» **Work instruction**
Return all of the material that follows, keeping each line exactly as it is.

<<<<

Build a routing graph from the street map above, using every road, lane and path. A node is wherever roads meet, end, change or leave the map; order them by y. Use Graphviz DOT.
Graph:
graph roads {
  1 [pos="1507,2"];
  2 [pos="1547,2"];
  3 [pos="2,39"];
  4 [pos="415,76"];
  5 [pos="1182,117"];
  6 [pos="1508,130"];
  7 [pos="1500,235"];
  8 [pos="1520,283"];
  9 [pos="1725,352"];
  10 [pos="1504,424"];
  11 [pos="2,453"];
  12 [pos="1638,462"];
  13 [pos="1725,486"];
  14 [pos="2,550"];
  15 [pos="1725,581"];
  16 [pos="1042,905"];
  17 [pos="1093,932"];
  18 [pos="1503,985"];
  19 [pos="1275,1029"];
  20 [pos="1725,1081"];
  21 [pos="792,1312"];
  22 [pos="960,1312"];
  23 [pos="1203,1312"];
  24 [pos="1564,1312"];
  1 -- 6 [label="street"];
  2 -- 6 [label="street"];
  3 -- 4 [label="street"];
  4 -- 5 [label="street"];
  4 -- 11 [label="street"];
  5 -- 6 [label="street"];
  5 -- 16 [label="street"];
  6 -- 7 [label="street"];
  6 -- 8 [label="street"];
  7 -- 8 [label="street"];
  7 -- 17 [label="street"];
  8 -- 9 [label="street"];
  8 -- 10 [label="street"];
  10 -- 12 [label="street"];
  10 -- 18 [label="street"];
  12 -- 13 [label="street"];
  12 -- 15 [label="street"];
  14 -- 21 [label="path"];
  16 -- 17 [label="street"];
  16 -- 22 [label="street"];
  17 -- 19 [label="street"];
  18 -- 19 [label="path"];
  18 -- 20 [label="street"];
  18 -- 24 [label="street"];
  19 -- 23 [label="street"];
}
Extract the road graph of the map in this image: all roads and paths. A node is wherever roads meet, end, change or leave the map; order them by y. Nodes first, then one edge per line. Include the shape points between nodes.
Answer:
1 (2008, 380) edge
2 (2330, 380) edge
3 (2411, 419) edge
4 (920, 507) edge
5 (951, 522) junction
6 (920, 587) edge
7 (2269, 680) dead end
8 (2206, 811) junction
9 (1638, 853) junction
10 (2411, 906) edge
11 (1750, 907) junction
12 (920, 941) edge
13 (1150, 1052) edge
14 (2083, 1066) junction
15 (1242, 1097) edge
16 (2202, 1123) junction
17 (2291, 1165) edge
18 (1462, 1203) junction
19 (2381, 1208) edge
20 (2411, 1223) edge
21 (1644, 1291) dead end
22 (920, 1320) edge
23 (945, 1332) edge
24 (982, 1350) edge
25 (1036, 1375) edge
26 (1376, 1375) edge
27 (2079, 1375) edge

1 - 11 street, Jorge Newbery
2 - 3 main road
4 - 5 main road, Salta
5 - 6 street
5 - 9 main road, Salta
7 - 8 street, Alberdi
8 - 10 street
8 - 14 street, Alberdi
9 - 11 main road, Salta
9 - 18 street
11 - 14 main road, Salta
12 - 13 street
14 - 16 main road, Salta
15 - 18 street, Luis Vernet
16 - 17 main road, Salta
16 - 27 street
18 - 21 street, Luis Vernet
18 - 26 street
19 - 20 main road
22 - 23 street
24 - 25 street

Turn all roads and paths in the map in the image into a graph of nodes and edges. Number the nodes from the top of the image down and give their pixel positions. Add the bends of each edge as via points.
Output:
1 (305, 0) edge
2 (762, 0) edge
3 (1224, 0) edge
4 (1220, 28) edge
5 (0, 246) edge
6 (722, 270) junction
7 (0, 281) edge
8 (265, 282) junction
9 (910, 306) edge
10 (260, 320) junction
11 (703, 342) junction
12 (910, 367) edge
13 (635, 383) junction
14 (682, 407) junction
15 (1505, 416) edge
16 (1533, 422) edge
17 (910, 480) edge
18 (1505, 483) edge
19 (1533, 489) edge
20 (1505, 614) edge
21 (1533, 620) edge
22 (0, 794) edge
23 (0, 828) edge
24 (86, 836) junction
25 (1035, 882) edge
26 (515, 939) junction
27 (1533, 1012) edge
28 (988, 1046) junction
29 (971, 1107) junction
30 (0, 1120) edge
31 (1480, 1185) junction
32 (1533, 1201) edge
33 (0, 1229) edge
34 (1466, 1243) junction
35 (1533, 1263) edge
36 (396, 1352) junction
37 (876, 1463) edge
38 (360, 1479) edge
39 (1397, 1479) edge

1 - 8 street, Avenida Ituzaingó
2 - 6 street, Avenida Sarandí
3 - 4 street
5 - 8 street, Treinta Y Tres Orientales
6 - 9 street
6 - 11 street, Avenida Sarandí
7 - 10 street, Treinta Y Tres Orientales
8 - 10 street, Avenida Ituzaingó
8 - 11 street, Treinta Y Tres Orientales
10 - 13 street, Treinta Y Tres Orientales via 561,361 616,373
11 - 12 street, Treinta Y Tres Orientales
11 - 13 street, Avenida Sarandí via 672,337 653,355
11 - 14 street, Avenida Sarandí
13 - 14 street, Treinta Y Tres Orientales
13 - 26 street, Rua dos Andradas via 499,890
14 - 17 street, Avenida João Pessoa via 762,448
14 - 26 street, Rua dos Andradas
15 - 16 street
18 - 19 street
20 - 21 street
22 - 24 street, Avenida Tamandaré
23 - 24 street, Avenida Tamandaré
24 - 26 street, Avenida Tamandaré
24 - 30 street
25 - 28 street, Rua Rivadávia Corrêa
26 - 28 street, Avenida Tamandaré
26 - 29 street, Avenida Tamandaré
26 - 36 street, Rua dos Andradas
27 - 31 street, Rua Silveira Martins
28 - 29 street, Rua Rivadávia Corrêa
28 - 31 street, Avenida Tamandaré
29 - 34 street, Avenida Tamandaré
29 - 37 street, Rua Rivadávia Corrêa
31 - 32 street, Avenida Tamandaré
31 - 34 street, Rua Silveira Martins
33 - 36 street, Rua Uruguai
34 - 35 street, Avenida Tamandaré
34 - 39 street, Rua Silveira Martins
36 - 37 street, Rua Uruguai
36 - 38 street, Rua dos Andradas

>>>>

» **Output for this task**
Build a routing graph from the street map above, using every road, lane and path. A node is wherever roads meet, end, change or leave the map; order them by y. Use Graphviz DOT.
Graph:
graph roads {
  1 [pos="1507,2"];
  2 [pos="1547,2"];
  3 [pos="2,39"];
  4 [pos="415,76"];
  5 [pos="1182,117"];
  6 [pos="1508,130"];
  7 [pos="1500,235"];
  8 [pos="1520,283"];
  9 [pos="1725,352"];
  10 [pos="1504,424"];
  11 [pos="2,453"];
  12 [pos="1638,462"];
  13 [pos="1725,486"];
  14 [pos="2,550"];
  15 [pos="1725,581"];
  16 [pos="1042,905"];
  17 [pos="1093,932"];
  18 [pos="1503,985"];
  19 [pos="1275,1029"];
  20 [pos="1725,1081"];
  21 [pos="792,1312"];
  22 [pos="960,1312"];
  23 [pos="1203,1312"];
  24 [pos="1564,1312"];
  1 -- 6 [label="street"];
  2 -- 6 [label="street"];
  3 -- 4 [label="street"];
  4 -- 5 [label="street"];
  4 -- 11 [label="street"];
  5 -- 6 [label="street"];
  5 -- 16 [label="street"];
  6 -- 7 [label="street"];
  6 -- 8 [label="street"];
  7 -- 8 [label="street"];
  7 -- 17 [label="street"];
  8 -- 9 [label="street"];
  8 -- 10 [label="street"];
  10 -- 12 [label="street"];
  10 -- 18 [label="street"];
  12 -- 13 [label="street"];
  12 -- 15 [label="street"];
  14 -- 21 [label="path"];
  16 -- 17 [label="street"];
  16 -- 22 [label="street"];
  17 -- 19 [label="street"];
  18 -- 19 [label="path"];
  18 -- 20 [label="street"];
  18 -- 24 [label="street"];
  19 -- 23 [label="street"];
}
Extract the road graph of the map in this image: all roads and paths. A node is wherever roads meet, end, change or leave the map; order them by y. Nodes first, then one edge per line. Include the shape points between nodes.
Answer:
1 (2008, 380) edge
2 (2330, 380) edge
3 (2411, 419) edge
4 (920, 507) edge
5 (951, 522) junction
6 (920, 587) edge
7 (2269, 680) dead end
8 (2206, 811) junction
9 (1638, 853) junction
10 (2411, 906) edge
11 (1750, 907) junction
12 (920, 941) edge
13 (1150, 1052) edge
14 (2083, 1066) junction
15 (1242, 1097) edge
16 (2202, 1123) junction
17 (2291, 1165) edge
18 (1462, 1203) junction
19 (2381, 1208) edge
20 (2411, 1223) edge
21 (1644, 1291) dead end
22 (920, 1320) edge
23 (945, 1332) edge
24 (982, 1350) edge
25 (1036, 1375) edge
26 (1376, 1375) edge
27 (2079, 1375) edge

1 - 11 street, Jorge Newbery
2 - 3 main road
4 - 5 main road, Salta
5 - 6 street
5 - 9 main road, Salta
7 - 8 street, Alberdi
8 - 10 street
8 - 14 street, Alberdi
9 - 11 main road, Salta
9 - 18 street
11 - 14 main road, Salta
12 - 13 street
14 - 16 main road, Salta
15 - 18 street, Luis Vernet
16 - 17 main road, Salta
16 - 27 street
18 - 21 street, Luis Vernet
18 - 26 street
19 - 20 main road
22 - 23 street
24 - 25 street

Turn all roads and paths in the map in the image into a graph of nodes and edges. Number the nodes from the top of the image down and give their pixel positions. Add the bends of each edge as via points.
Output:
1 (305, 0) edge
2 (762, 0) edge
3 (1224, 0) edge
4 (1220, 28) edge
5 (0, 246) edge
6 (722, 270) junction
7 (0, 281) edge
8 (265, 282) junction
9 (910, 306) edge
10 (260, 320) junction
11 (703, 342) junction
12 (910, 367) edge
13 (635, 383) junction
14 (682, 407) junction
15 (1505, 416) edge
16 (1533, 422) edge
17 (910, 480) edge
18 (1505, 483) edge
19 (1533, 489) edge
20 (1505, 614) edge
21 (1533, 620) edge
22 (0, 794) edge
23 (0, 828) edge
24 (86, 836) junction
25 (1035, 882) edge
26 (515, 939) junction
27 (1533, 1012) edge
28 (988, 1046) junction
29 (971, 1107) junction
30 (0, 1120) edge
31 (1480, 1185) junction
32 (1533, 1201) edge
33 (0, 1229) edge
34 (1466, 1243) junction
35 (1533, 1263) edge
36 (396, 1352) junction
37 (876, 1463) edge
38 (360, 1479) edge
39 (1397, 1479) edge

1 - 8 street, Avenida Ituzaingó
2 - 6 street, Avenida Sarandí
3 - 4 street
5 - 8 street, Treinta Y Tres Orientales
6 - 9 street
6 - 11 street, Avenida Sarandí
7 - 10 street, Treinta Y Tres Orientales
8 - 10 street, Avenida Ituzaingó
8 - 11 street, Treinta Y Tres Orientales
10 - 13 street, Treinta Y Tres Orientales via 561,361 616,373
11 - 12 street, Treinta Y Tres Orientales
11 - 13 street, Avenida Sarandí via 672,337 653,355
11 - 14 street, Avenida Sarandí
13 - 14 street, Treinta Y Tres Orientales
13 - 26 street, Rua dos Andradas via 499,890
14 - 17 street, Avenida João Pessoa via 762,448
14 - 26 street, Rua dos Andradas
15 - 16 street
18 - 19 street
20 - 21 street
22 - 24 street, Avenida Tamandaré
23 - 24 street, Avenida Tamandaré
24 - 26 street, Avenida Tamandaré
24 - 30 street
25 - 28 street, Rua Rivadávia Corrêa
26 - 28 street, Avenida Tamandaré
26 - 29 street, Avenida Tamandaré
26 - 36 street, Rua dos Andradas
27 - 31 street, Rua Silveira Martins
28 - 29 street, Rua Rivadávia Corrêa
28 - 31 street, Avenida Tamandaré
29 - 34 street, Avenida Tamandaré
29 - 37 street, Rua Rivadávia Corrêa
31 - 32 street, Avenida Tamandaré
31 - 34 street, Rua Silveira Martins
33 - 36 street, Rua Uruguai
34 - 35 street, Avenida Tamandaré
34 - 39 street, Rua Silveira Martins
36 - 37 street, Rua Uruguai
36 - 38 street, Rua dos Andradas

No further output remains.